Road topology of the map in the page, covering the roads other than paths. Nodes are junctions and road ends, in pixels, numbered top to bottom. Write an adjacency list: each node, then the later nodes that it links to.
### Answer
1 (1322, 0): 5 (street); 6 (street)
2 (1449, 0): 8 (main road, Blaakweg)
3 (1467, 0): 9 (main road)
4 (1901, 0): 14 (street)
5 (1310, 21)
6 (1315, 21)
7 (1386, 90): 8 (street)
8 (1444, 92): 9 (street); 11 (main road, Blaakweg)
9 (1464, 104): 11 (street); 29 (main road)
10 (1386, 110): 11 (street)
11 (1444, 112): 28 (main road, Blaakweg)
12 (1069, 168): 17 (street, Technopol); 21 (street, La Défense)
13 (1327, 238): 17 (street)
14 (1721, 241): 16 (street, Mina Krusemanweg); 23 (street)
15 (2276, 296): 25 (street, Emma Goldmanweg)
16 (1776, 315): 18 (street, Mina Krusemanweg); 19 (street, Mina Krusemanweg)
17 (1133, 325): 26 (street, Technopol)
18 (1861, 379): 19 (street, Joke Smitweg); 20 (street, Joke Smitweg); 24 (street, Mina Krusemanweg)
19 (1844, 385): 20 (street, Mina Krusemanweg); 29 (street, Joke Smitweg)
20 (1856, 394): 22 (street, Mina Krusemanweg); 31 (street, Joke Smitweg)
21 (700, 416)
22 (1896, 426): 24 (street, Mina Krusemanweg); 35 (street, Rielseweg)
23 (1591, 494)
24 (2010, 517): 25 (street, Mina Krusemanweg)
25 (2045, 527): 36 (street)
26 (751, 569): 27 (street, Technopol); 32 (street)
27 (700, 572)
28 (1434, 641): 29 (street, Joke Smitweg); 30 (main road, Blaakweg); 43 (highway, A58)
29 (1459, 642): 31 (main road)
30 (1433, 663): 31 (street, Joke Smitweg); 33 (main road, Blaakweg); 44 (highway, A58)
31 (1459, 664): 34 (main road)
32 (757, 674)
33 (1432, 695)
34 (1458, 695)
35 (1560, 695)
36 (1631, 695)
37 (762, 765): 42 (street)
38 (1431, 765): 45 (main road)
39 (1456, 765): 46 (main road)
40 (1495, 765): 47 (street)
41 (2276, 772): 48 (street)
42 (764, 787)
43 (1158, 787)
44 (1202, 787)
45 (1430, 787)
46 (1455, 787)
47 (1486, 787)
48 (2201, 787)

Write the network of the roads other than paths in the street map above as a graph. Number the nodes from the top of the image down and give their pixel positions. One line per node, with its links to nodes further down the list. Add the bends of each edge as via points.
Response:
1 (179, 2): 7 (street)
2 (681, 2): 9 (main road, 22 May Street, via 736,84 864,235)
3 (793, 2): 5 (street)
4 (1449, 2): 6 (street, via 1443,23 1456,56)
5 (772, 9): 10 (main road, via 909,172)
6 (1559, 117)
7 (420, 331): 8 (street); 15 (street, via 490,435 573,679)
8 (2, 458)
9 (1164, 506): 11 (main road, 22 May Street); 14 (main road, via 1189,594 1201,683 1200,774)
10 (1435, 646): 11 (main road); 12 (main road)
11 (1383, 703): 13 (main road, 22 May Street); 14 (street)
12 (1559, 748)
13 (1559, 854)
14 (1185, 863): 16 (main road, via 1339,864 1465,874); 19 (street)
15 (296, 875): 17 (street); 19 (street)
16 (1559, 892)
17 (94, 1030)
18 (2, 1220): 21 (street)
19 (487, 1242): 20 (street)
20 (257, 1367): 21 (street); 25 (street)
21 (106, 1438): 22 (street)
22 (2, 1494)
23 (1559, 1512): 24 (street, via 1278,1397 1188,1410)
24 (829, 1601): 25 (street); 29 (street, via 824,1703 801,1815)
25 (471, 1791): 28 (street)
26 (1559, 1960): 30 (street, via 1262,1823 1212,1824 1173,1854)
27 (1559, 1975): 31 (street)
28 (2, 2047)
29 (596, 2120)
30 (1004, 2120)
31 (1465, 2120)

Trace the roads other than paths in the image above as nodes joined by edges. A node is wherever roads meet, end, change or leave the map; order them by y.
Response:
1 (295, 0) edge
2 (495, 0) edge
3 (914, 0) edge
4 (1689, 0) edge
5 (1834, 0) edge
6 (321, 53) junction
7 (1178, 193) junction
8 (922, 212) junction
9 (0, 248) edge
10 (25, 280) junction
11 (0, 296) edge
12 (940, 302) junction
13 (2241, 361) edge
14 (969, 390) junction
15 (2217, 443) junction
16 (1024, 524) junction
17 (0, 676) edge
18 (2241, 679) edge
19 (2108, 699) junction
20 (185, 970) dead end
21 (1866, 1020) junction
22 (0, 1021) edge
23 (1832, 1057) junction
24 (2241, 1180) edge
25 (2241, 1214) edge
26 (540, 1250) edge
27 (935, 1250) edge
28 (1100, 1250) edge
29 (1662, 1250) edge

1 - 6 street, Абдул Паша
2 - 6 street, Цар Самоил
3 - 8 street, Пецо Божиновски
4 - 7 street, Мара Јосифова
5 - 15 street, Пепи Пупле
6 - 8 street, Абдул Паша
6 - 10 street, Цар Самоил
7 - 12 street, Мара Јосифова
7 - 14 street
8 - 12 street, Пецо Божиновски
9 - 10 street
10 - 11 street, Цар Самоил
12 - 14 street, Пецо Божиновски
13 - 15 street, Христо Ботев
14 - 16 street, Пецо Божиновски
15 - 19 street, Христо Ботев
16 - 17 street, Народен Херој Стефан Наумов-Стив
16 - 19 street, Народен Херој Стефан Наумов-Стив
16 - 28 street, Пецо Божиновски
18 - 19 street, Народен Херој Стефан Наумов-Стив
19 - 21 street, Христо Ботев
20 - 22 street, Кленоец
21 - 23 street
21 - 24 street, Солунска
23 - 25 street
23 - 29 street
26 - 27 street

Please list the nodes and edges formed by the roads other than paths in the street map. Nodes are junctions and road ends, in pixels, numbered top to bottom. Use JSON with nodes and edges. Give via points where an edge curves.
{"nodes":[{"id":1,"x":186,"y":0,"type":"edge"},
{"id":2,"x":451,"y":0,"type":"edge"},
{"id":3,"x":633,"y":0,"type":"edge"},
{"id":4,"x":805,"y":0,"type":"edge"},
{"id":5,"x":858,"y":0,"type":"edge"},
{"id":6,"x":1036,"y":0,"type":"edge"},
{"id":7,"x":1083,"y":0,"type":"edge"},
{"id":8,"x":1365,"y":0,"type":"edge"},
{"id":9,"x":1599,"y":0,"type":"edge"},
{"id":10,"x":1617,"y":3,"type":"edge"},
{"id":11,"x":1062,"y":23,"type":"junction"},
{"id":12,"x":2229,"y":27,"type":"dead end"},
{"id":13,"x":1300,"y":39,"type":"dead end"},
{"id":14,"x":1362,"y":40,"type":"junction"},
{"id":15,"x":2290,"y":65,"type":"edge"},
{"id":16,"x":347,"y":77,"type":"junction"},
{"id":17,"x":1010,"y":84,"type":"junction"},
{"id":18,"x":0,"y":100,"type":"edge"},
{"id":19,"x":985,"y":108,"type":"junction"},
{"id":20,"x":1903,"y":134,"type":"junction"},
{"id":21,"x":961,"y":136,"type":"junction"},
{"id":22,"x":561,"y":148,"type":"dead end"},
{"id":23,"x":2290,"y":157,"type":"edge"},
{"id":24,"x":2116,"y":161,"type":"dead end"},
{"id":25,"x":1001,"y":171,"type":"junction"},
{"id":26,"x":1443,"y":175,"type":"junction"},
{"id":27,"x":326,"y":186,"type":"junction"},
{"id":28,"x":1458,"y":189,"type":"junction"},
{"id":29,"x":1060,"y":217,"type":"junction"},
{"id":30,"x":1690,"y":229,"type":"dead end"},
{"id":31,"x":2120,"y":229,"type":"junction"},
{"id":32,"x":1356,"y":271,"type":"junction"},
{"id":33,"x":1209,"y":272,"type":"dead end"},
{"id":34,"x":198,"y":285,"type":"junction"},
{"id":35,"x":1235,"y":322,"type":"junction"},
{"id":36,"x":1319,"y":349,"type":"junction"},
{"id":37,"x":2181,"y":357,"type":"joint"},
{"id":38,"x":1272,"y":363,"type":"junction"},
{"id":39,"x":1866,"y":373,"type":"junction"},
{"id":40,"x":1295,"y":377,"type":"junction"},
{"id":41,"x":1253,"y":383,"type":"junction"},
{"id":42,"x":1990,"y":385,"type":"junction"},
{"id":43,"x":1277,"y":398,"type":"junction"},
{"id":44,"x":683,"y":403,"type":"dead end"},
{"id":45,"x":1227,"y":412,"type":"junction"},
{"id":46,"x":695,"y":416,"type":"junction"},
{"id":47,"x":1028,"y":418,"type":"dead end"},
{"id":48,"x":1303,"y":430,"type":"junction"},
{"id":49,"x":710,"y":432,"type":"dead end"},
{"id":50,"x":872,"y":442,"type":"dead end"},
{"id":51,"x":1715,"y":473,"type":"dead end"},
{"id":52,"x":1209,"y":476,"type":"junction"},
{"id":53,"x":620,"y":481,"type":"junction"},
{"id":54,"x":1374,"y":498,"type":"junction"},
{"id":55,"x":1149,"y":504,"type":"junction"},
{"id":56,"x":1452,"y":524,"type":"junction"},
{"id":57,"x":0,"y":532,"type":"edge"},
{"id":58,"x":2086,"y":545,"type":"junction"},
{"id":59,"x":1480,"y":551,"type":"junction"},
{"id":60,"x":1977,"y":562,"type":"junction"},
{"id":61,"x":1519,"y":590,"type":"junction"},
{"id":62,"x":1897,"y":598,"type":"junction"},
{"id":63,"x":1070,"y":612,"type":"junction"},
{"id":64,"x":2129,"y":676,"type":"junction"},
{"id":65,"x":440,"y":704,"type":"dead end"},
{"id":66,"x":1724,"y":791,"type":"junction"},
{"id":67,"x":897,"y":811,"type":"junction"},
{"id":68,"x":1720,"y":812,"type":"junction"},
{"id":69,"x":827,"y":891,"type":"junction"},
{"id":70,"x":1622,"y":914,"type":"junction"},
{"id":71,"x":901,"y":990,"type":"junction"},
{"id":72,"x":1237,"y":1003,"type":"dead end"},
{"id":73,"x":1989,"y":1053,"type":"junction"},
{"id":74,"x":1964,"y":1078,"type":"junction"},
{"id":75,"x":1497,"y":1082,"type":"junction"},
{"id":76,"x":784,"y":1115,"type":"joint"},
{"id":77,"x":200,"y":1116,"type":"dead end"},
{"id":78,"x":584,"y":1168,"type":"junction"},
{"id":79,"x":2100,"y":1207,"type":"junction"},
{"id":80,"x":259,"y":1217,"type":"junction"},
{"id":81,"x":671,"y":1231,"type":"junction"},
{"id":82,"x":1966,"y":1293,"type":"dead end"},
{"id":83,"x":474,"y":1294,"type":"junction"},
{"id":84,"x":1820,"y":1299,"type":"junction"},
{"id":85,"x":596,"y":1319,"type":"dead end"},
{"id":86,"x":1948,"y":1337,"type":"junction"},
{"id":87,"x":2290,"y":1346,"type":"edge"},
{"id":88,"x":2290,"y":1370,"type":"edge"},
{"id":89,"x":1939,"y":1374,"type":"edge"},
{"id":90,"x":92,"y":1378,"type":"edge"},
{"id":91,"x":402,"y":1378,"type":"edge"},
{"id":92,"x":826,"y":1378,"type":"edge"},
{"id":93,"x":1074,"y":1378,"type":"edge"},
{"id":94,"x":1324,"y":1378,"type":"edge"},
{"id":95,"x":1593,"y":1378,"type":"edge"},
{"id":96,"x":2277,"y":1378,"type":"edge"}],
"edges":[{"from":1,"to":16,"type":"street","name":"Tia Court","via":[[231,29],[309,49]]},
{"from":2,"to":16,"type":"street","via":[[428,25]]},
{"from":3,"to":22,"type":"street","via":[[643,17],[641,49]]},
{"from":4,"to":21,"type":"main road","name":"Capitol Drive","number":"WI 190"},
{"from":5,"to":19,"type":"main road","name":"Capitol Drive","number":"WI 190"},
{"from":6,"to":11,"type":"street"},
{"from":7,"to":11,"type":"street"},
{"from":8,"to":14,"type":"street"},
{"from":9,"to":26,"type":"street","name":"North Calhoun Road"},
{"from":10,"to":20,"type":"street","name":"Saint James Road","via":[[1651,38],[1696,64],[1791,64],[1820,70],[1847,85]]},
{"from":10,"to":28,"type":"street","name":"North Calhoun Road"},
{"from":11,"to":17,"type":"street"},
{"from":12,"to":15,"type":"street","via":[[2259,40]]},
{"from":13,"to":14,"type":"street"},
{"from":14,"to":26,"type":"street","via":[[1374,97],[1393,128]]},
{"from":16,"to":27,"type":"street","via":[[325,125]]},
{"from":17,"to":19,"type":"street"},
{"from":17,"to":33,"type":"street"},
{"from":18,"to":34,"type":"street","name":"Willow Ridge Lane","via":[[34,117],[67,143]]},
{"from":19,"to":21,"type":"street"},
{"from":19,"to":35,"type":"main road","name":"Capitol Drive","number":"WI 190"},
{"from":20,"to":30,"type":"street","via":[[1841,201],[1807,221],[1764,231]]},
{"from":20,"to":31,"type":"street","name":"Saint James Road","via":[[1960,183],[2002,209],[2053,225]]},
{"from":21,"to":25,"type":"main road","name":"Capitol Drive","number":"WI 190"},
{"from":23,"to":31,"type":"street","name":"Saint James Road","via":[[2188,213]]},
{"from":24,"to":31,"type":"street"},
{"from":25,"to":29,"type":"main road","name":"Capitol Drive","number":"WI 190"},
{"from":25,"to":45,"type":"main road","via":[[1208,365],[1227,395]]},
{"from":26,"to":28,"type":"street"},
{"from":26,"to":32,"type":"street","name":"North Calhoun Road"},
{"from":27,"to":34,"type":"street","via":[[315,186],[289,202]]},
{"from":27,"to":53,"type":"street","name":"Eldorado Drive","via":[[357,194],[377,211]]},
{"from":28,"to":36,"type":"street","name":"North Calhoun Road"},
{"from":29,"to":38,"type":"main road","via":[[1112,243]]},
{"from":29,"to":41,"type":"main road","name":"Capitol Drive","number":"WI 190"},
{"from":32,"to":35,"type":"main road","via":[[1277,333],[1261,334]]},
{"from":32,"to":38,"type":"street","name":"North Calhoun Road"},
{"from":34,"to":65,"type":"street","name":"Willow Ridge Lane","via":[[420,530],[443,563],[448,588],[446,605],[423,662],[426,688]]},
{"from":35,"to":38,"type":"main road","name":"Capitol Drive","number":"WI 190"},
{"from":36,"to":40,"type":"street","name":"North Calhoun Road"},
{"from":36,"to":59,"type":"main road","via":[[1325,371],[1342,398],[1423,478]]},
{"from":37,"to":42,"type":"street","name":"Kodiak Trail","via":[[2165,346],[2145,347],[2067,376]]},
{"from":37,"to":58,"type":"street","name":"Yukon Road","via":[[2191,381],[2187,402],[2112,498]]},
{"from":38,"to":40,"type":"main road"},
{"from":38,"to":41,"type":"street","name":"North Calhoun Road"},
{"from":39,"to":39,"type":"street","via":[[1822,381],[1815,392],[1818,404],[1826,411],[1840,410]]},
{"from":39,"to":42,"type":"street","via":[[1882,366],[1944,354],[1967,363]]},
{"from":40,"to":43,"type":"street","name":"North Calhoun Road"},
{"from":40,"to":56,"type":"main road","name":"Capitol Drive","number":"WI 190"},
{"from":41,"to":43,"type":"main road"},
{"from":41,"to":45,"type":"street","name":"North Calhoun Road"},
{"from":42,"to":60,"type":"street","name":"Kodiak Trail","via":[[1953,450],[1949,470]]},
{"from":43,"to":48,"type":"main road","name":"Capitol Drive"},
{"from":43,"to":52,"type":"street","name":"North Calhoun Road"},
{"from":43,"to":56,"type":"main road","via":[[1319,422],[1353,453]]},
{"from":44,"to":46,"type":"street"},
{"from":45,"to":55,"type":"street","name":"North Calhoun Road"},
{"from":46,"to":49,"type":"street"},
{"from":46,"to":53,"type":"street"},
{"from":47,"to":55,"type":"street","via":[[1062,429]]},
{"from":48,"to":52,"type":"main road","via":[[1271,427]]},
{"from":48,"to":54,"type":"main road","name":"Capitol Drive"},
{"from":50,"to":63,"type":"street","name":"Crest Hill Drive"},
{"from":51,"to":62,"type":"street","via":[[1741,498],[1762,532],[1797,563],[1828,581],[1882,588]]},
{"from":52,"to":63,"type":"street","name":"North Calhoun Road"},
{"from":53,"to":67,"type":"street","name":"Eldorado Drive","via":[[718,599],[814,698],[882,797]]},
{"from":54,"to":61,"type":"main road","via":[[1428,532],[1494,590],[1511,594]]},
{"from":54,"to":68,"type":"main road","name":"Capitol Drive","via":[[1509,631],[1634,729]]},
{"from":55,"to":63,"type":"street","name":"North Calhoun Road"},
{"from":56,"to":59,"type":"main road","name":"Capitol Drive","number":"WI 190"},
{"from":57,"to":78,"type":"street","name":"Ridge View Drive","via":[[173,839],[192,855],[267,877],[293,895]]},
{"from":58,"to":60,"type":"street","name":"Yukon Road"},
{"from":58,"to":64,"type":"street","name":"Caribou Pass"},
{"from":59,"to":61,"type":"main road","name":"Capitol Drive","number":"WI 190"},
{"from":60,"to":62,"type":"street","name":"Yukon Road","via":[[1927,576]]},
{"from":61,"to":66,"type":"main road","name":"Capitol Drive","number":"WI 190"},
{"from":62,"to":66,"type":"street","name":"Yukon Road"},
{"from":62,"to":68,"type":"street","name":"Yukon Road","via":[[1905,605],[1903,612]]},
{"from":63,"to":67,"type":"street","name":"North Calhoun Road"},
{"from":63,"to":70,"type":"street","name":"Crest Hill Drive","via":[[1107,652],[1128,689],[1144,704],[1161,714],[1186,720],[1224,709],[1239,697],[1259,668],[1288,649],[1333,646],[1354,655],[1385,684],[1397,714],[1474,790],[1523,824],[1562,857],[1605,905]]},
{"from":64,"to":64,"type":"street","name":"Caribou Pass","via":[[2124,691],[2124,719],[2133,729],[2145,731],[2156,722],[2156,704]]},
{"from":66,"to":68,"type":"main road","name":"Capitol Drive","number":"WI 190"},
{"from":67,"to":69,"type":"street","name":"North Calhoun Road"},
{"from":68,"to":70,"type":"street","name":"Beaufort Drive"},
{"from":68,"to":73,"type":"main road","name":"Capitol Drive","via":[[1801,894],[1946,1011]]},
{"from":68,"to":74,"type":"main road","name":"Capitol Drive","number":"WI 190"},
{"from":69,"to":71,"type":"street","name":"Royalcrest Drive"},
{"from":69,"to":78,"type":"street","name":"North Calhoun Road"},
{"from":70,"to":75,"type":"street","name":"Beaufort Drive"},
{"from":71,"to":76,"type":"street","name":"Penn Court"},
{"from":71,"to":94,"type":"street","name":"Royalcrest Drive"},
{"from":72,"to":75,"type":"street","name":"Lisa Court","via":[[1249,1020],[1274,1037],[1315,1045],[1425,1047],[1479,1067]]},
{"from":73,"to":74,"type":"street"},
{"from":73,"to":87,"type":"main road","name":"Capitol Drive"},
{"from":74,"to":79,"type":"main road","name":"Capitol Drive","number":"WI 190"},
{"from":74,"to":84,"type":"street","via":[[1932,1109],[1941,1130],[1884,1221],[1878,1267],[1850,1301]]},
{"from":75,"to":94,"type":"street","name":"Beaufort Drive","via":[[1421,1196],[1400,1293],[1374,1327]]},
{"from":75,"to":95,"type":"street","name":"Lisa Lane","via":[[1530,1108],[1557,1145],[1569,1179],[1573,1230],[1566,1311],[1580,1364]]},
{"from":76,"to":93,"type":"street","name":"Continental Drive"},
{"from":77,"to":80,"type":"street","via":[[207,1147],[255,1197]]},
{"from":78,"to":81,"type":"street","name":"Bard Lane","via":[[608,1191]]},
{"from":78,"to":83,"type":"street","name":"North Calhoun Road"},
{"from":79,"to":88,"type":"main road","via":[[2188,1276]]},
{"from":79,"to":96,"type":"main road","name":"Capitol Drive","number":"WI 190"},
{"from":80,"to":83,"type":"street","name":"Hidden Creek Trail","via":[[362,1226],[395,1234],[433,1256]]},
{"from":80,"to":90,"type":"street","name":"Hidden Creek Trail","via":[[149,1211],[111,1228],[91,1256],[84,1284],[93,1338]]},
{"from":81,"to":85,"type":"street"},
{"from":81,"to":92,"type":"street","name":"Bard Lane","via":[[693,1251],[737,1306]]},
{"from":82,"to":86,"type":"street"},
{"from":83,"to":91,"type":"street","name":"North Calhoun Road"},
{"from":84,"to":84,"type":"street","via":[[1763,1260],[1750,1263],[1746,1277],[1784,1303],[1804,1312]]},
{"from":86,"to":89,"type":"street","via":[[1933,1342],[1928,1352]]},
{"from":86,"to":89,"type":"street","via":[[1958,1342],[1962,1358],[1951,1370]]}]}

- [ACTIVITY]
Establish how many lines of the records contain the string "Стив" and state that number without elaboration.

- [YOUR SOLUTION]
3